··· Supplied information

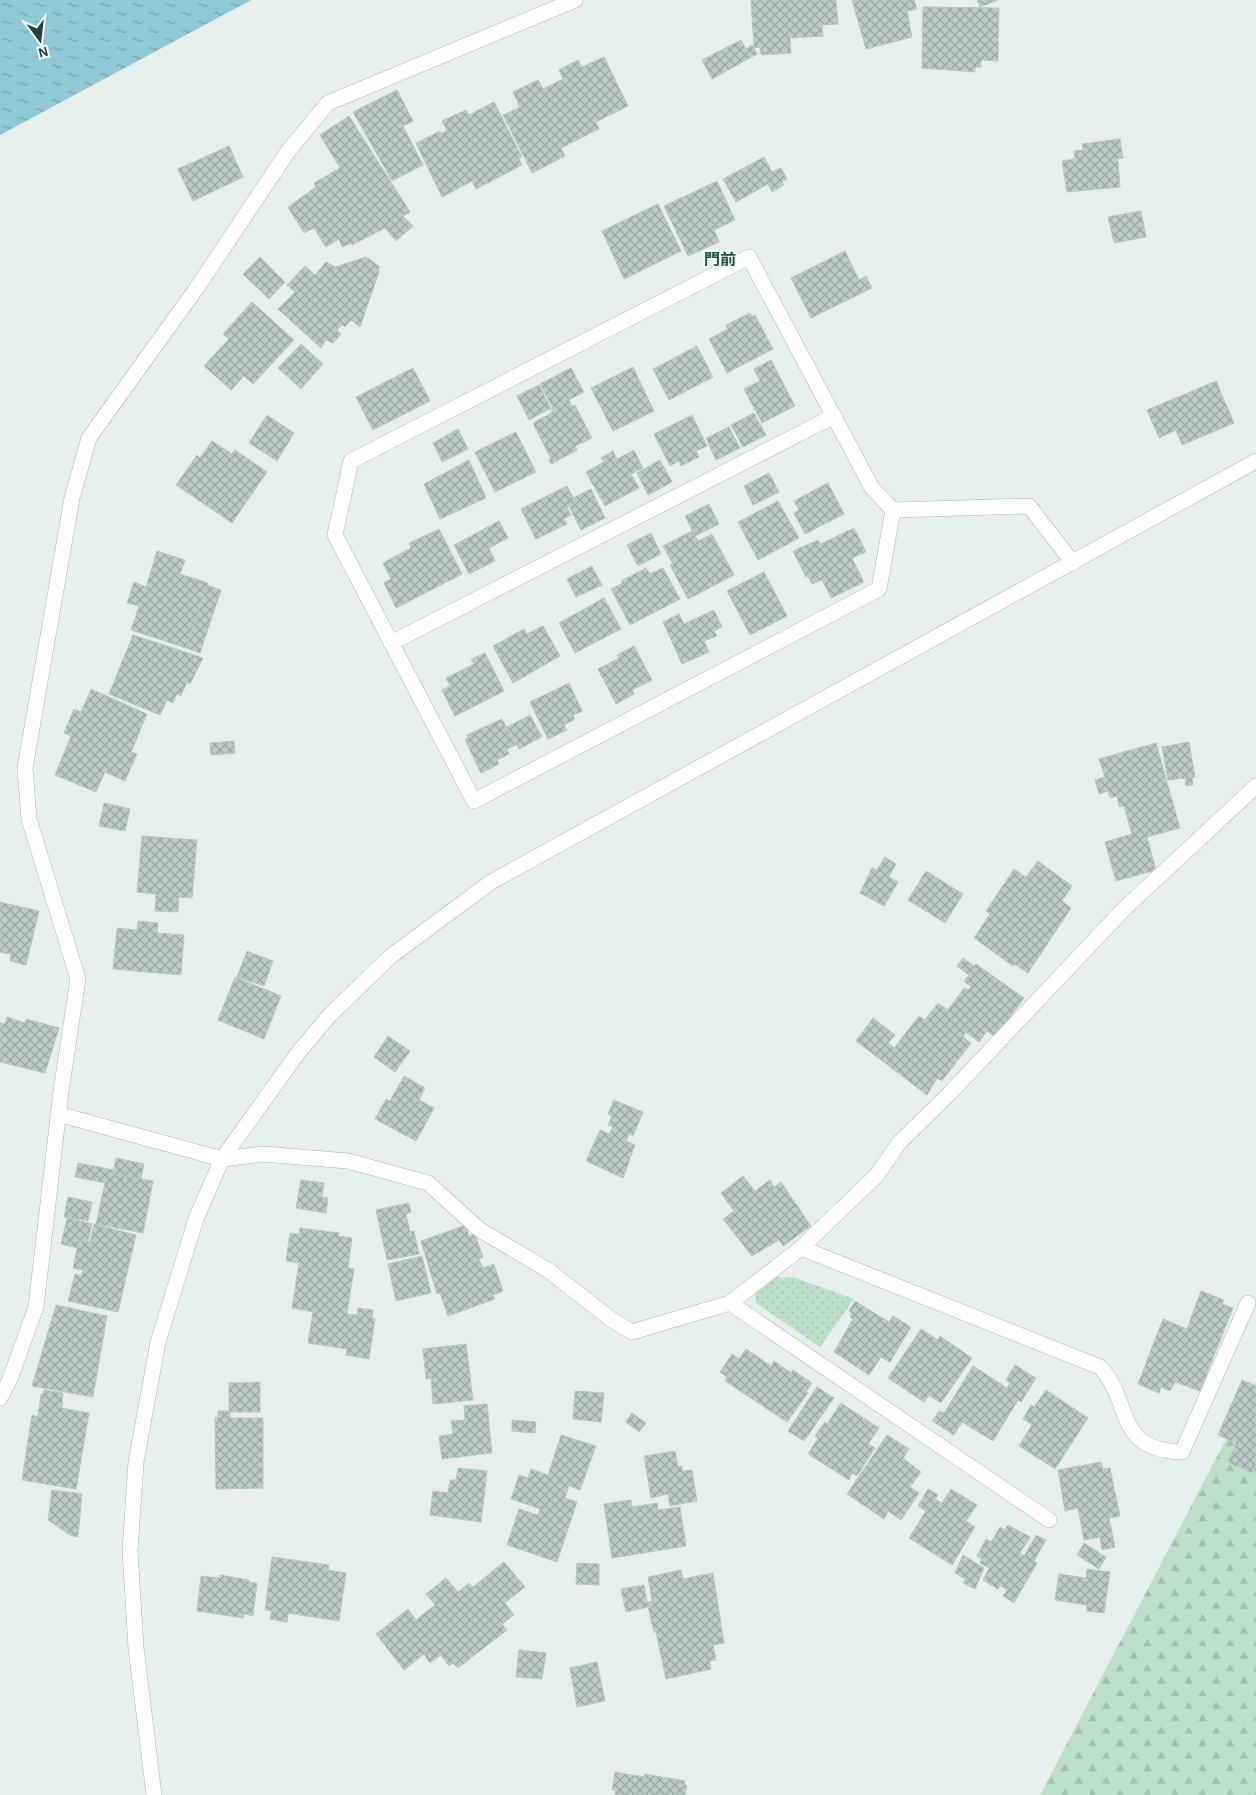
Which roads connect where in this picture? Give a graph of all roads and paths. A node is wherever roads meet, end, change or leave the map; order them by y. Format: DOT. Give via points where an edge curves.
graph roads {
  1 [pos="575,0"];
  2 [pos="834,416"];
  3 [pos="1256,460"];
  4 [pos="892,510"];
  5 [pos="1073,564"];
  6 [pos="391,643"];
  7 [pos="1256,786"];
  8 [pos="58,1114"];
  9 [pos="222,1159"];
  10 [pos="801,1248"];
  11 [pos="1248,1303"];
  12 [pos="730,1304"];
  13 [pos="0,1398"];
  14 [pos="1049,1520"];
  15 [pos="154,1795"];
  1 -- 8 [label="street" via="328,103 289,150 196,289 89,438 72,498 25,768 29,820 78,979"];
  2 -- 4 [label="street" via="872,488"];
  2 -- 6 [label="street"];
  2 -- 6 [label="street" via="749,257 350,461 335,536"];
  3 -- 5 [label="street"];
  4 -- 5 [label="street" via="1029,506"];
  4 -- 6 [label="street" via="879,589 474,801"];
  5 -- 9 [label="street" via="491,882 391,956 330,1015 298,1053"];
  7 -- 10 [label="street" via="1124,909 899,1143 877,1176"];
  8 -- 9 [label="street"];
  8 -- 13 [label="street" via="36,1307"];
  9 -- 12 [label="street" via="263,1154 348,1161 428,1183 480,1230 548,1270 632,1332"];
  9 -- 15 [label="street" via="196,1219 158,1342 136,1462 131,1571 136,1648"];
  10 -- 11 [label="street" via="1100,1367 1111,1379 1119,1406 1136,1434 1157,1450 1172,1452 1182,1452"];
  10 -- 12 [label="street"];
  12 -- 14 [label="street"];
}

······

_Goal of the exercise_
None of the pictures should appear; the rest of the entries must be reproduced exactly.

_Exercise answer_
Which roads connect where in this picture? Give a graph of all roads and paths. A node is wherever roads meet, end, change or leave the map; order them by y. Format: DOT. Give via points where an edge curves.
graph roads {
  1 [pos="575,0"];
  2 [pos="834,416"];
  3 [pos="1256,460"];
  4 [pos="892,510"];
  5 [pos="1073,564"];
  6 [pos="391,643"];
  7 [pos="1256,786"];
  8 [pos="58,1114"];
  9 [pos="222,1159"];
  10 [pos="801,1248"];
  11 [pos="1248,1303"];
  12 [pos="730,1304"];
  13 [pos="0,1398"];
  14 [pos="1049,1520"];
  15 [pos="154,1795"];
  1 -- 8 [label="street" via="328,103 289,150 196,289 89,438 72,498 25,768 29,820 78,979"];
  2 -- 4 [label="street" via="872,488"];
  2 -- 6 [label="street"];
  2 -- 6 [label="street" via="749,257 350,461 335,536"];
  3 -- 5 [label="street"];
  4 -- 5 [label="street" via="1029,506"];
  4 -- 6 [label="street" via="879,589 474,801"];
  5 -- 9 [label="street" via="491,882 391,956 330,1015 298,1053"];
  7 -- 10 [label="street" via="1124,909 899,1143 877,1176"];
  8 -- 9 [label="street"];
  8 -- 13 [label="street" via="36,1307"];
  9 -- 12 [label="street" via="263,1154 348,1161 428,1183 480,1230 548,1270 632,1332"];
  9 -- 15 [label="street" via="196,1219 158,1342 136,1462 131,1571 136,1648"];
  10 -- 11 [label="street" via="1100,1367 1111,1379 1119,1406 1136,1434 1157,1450 1172,1452 1182,1452"];
  10 -- 12 [label="street"];
  12 -- 14 [label="street"];
}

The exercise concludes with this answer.